Mr Kajwang blamed the failure to open the camp on security chiefs and officials in President Mwai Kibaki's office.

"The problem is that our provincial administration [officials based in Mr Kibaki's office] and our security officers look at the huge influx as a threat to national security," he said.

"On the other hand, we see it as a crisis that must be managed.
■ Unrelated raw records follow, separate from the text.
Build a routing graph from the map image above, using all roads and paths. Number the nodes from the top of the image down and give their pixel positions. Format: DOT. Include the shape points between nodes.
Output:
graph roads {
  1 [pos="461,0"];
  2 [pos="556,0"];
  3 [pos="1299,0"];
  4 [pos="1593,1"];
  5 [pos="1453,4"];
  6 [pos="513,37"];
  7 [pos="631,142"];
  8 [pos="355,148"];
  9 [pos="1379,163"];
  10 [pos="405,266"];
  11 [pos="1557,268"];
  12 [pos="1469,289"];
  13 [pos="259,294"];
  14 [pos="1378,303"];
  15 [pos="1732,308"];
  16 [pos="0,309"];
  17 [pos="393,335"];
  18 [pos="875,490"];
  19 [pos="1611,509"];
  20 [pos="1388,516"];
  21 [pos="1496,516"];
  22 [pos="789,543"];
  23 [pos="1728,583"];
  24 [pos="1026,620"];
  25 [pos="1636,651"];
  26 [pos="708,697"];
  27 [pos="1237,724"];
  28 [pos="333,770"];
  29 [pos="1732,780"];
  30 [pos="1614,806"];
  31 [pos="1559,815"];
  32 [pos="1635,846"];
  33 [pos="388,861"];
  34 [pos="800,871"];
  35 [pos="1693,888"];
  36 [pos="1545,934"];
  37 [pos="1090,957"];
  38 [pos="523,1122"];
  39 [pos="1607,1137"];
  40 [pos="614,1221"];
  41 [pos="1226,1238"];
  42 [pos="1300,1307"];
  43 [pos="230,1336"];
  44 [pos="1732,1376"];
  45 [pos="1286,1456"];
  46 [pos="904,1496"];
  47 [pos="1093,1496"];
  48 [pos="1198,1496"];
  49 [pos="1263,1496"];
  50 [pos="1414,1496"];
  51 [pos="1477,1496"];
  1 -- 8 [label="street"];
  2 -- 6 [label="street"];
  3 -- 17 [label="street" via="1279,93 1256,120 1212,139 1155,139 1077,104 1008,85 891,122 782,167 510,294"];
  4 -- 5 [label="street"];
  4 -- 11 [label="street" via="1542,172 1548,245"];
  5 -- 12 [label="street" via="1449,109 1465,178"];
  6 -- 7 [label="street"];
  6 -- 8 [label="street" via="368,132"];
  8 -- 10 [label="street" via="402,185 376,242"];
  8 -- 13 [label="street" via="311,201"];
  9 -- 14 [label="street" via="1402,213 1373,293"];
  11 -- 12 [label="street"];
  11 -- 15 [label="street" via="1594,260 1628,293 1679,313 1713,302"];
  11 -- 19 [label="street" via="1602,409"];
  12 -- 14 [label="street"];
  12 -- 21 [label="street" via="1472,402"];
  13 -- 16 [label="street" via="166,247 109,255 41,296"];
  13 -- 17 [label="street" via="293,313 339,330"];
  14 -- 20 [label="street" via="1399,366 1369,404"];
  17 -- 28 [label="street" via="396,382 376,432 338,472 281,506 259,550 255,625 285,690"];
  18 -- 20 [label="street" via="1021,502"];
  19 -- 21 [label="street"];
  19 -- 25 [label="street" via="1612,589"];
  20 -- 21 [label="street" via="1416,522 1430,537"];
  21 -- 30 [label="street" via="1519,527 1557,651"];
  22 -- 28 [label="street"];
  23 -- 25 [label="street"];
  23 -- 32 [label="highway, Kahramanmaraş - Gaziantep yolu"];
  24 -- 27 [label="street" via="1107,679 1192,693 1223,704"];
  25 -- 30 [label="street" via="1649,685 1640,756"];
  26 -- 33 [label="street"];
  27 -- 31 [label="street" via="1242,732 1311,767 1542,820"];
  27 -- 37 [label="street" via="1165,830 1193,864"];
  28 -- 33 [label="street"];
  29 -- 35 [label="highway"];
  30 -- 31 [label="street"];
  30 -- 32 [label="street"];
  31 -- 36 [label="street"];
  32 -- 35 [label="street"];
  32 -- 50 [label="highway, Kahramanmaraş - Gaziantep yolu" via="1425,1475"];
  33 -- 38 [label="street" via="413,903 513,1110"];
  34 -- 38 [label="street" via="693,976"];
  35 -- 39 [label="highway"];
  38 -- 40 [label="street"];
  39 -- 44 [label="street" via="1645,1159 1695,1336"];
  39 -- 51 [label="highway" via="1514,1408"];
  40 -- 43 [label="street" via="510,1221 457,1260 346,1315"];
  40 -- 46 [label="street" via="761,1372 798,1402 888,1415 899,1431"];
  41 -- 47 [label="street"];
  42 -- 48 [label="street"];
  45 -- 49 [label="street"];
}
It is our responsibility under international law and our own law."

Mark Bowden, the UN humanitarian affairs co-ordinator for Somalia, told the BBC that Somalia was not yet facing a famine, but was "close" to one.

"The next few months are critical," he said.

'Breadbasket'

The BBC's Will Ross in the Kenyan capital, Nairobi, says the UN World Food Programme (WFP) is exploring every possibility to increasing its presence in Somalia.

However, the WFP says it will not be able to return to areas controlled by the militant Islamist group al-Shabab unless it receives security guarantees.

Last week al-Shabab said it was lifting its ban on foreign aid agencies, provided they did not show a "hidden agenda".

Our reporter says there is clearly a desperate need for more food distribution in Somalia.

The International Committee of the Red Cross (ICRC) is reporting a dramatic rise in malnutrition rates even in the part of Somalia normally considered to be the breadbasket of the country, our reporter says.

Somalia's Prime Minister Abdiweli Mohamed Ali told the BBC a refugee camp has opened in the capital, Mogadishu.

The government had set aside money to help drought victims, but it had "meagre" resources.

"We are appealing to the international community to take the matter seriously and to act quickly to save as many lives as we can," he told the BBC's Focus on Africa programme.

Some 10 million people are said to be affected by the Horn of Africa's worst drought in 60 years.

Somalia, wracked by 20 years of conflict, is worst affected. Some 3,000 people flee each day for neighbouring countries such as Ethiopia and Kenya which are struggling to cope.